*HOW TO COMPLETE THIS TASK*:
Print all of the records. Exclude the images.

== Segment start ==

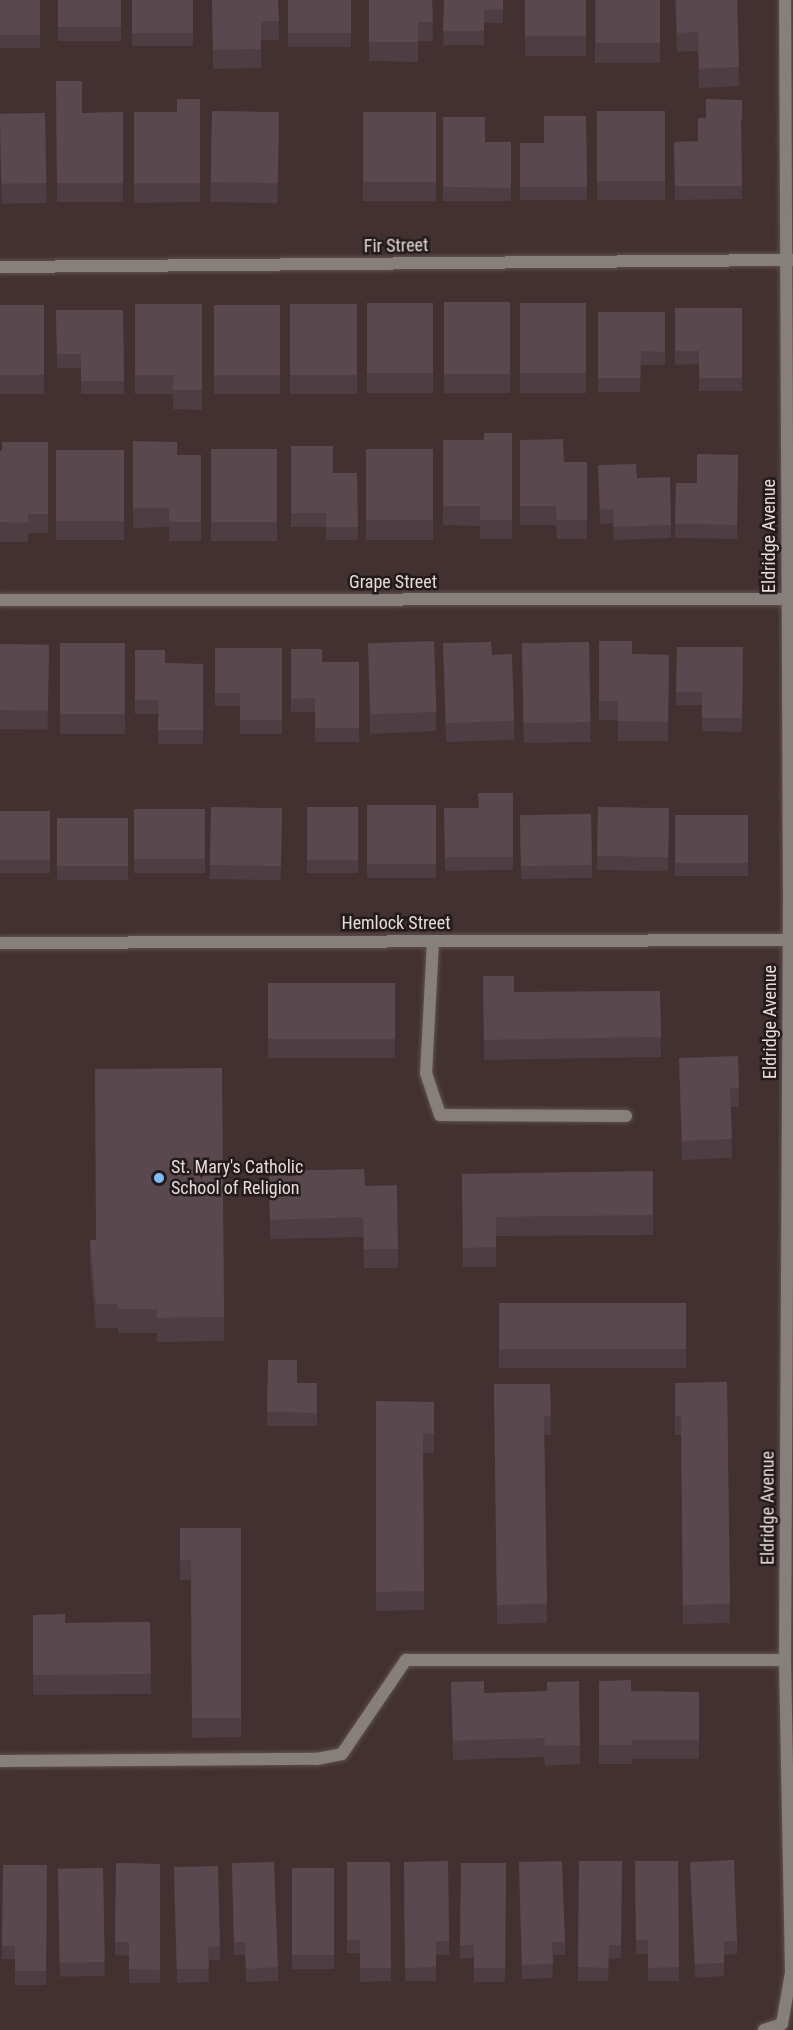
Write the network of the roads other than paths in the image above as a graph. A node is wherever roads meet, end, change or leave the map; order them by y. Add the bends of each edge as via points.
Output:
1 (785, 0) edge
2 (790, 260) edge
3 (0, 267) edge
4 (786, 599) junction
5 (0, 600) edge
6 (791, 940) edge
7 (433, 941) junction
8 (0, 943) edge
9 (626, 1116) dead end
10 (785, 1660) junction
11 (0, 1761) edge
12 (764, 2030) edge

1 - 2 street, Eldridge Avenue
2 - 3 street, Fir Street
2 - 4 street, Eldridge Avenue
4 - 5 street, Grape Street
4 - 6 street, Eldridge Avenue
6 - 7 street, Hemlock Street
6 - 10 street, Eldridge Avenue
7 - 8 street, Hemlock Street
7 - 9 street via 426,1073 440,1115
10 - 11 street via 406,1660 342,1754 317,1759
10 - 12 street, Eldridge Avenue via 790,1973 782,2024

== Segment end ==

*ANSWER SECTION*:
Write the network of the roads other than paths in the image above as a graph. A node is wherever roads meet, end, change or leave the map; order them by y. Add the bends of each edge as via points.
Output:
1 (785, 0) edge
2 (790, 260) edge
3 (0, 267) edge
4 (786, 599) junction
5 (0, 600) edge
6 (791, 940) edge
7 (433, 941) junction
8 (0, 943) edge
9 (626, 1116) dead end
10 (785, 1660) junction
11 (0, 1761) edge
12 (764, 2030) edge

1 - 2 street, Eldridge Avenue
2 - 3 street, Fir Street
2 - 4 street, Eldridge Avenue
4 - 5 street, Grape Street
4 - 6 street, Eldridge Avenue
6 - 7 street, Hemlock Street
6 - 10 street, Eldridge Avenue
7 - 8 street, Hemlock Street
7 - 9 street via 426,1073 440,1115
10 - 11 street via 406,1660 342,1754 317,1759
10 - 12 street, Eldridge Avenue via 790,1973 782,2024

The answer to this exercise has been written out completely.